MUNICH ― Edward Snowden’s supporters have portrayed him as the champion of Internet freedom. But when senior European and American experts privately discuss the future of cyberspace, their fear is that the Internet may be closing, post-Snowden, rather than opening. “We may be the last generation to take joy from the Internet,” because of new boundaries and protectionism, as one American glumly put it.
Privacy advocates would argue that any dangers ahead are the fault of the pervasive surveillance systems of the U.S. National Security Agency, rather than Snowden’s revelation of them. I’ll leave that chicken-and-egg puzzle for historians. But it begs the question of how to prevent the anti-NSA backlash from shattering the relatively free and open Internet that has transformed the world ― and which the NSA (and other security services) exploited. Unfortunately, the cure here could be worse than the disease, in terms of reduced access, cyber-security and even privacy.
As a starting point, Americans need to understand just how angry Europeans are about the NSA’s invasion of their personal space. Secretary of State John Kerry cheerily told the Munich Security Conference last weekend that he foresees a “trans-Atlantic renaissance,” with new trade and diplomatic agreements. For now, such talk is just whistling past the NSA graveyard.
“People in Washington don’t realize how serious feelings on this side of the Atlantic are,” argued one prominent European politician at a high-level private dinner here hosted by the Atlantic Council to discuss cyber issues. He predicted flatly that American companies would lose an estimated $28 billion to $32 billion in revenues to European cloud-computing companies that will market “NSA-proof” data storage.
This boom for Euro-cloud companies is understandable, in terms of corporate opportunism. But it could build fences around European servers that might turn the global information superhighway into a series of bottlenecks and on-off ramps.
The Internet governance issue is fraught, too. For the last several decades, basic standards and architecture have been managed by a private body known as ICANN. But this group, though passionate about privacy, is now seen as American-dominated, and therefore contaminated. An alternative would give more oversight to the U.N.’s International Telecommunication Union. The leading candidate to head the ITU next is a Chinese official, Houlin Zhao, the group’s deputy secretary-general.
Protecting data networks may actually be harder in the post-Snowden environment, argued both Europeans and Americans. That’s because sophisticated cyber-protection involves cooperation between agencies such as the NSA (and its foreign counterparts) and private Internet service providers. Such contacts are now anathema.
Another paradox is that indignation about American snooping may make it easier for Russian and Chinese security services to spy on their own people and conduct cyber-espionage. “The Russians and Chinese will talk about sovereignty and non-interference in cyberspace, which is a proxy for their control agenda,” argued one cyber expert.
“The Snowden disclosures are being used to renationalize the Internet and roll back changes that have weakened government control of information,” argues Stewart Baker, a former NSA lawyer who writes an influential blog on cyber issues.
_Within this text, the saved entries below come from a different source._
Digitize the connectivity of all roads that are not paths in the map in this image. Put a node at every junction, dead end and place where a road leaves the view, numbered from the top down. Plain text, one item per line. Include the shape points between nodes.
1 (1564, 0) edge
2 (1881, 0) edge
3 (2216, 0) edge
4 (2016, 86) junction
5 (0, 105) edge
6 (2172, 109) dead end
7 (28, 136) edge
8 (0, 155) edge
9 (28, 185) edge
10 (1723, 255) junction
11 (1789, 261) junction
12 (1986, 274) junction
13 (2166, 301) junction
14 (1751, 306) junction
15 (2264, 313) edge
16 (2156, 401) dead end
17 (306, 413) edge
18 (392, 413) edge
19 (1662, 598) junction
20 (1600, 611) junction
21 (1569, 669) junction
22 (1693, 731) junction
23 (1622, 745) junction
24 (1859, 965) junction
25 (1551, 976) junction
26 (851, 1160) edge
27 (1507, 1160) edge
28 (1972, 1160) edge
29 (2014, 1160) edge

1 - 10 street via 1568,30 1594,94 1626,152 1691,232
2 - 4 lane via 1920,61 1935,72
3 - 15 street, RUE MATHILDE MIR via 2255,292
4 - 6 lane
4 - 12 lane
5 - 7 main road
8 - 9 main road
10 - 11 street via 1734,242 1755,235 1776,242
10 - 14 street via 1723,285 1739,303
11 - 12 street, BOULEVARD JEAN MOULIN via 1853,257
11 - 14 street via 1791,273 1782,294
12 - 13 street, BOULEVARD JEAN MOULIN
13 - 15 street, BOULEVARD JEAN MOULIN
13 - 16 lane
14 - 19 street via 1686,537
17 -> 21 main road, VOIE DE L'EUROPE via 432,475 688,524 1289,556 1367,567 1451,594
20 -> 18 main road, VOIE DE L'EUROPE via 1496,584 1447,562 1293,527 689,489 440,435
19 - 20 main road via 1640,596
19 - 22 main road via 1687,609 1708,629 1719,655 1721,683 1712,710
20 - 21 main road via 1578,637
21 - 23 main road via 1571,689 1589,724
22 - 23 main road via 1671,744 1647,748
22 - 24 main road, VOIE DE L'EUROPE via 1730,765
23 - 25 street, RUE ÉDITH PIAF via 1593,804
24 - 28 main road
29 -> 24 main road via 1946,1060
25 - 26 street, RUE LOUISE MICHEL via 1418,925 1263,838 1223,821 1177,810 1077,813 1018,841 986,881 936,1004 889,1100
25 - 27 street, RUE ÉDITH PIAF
Many Europeans told me President Obama made a good start with his speech last month outlining new rules for the NSA, especially in his willingness to provide some version of a global Fourth Amendment. One European argued that privacy rights should be reciprocal ― the U.S. should offer protections to countries that grant such rights to their own citizens, as well as Americans.
But one senior European politician warned that if his fellow citizens can’t sue in U.S. courts to enforce their new privacy rights, then the European Union will withdraw its so-called “safe harbor” protection for American technology companies. This provision allows U.S. companies to operate in European cyberspace by quickly certifying that they comply with stringent EU privacy rules. Closure of this “safe harbor” could sink U.S. companies and stall e-commerce.
The NSA revelations have tapped what another top European official called “a fundamental anti-Americanism and mistrust of the U.S.” He noted that if Europeans question the new post-Snowden call for limits and boundaries, they are accused of being NSA’s lackeys. “Where’s the pushback from the U.S.?” he asks plaintively.
In this tempest of anti-NSA feeling, one of the bravest speeches at Munich was given by German President Joachim Gauck. “We rightly complain when allies overstep the mark when they use electronic surveillance to detect threats. And yet, we prefer to remain reliant on them and hesitate to improve our own surveillance capacities,” he said.
A loose interpretation of his underlying message would be: Get real, fellow Europeans. Protecting cyberspace is more complicated than bashing the NSA.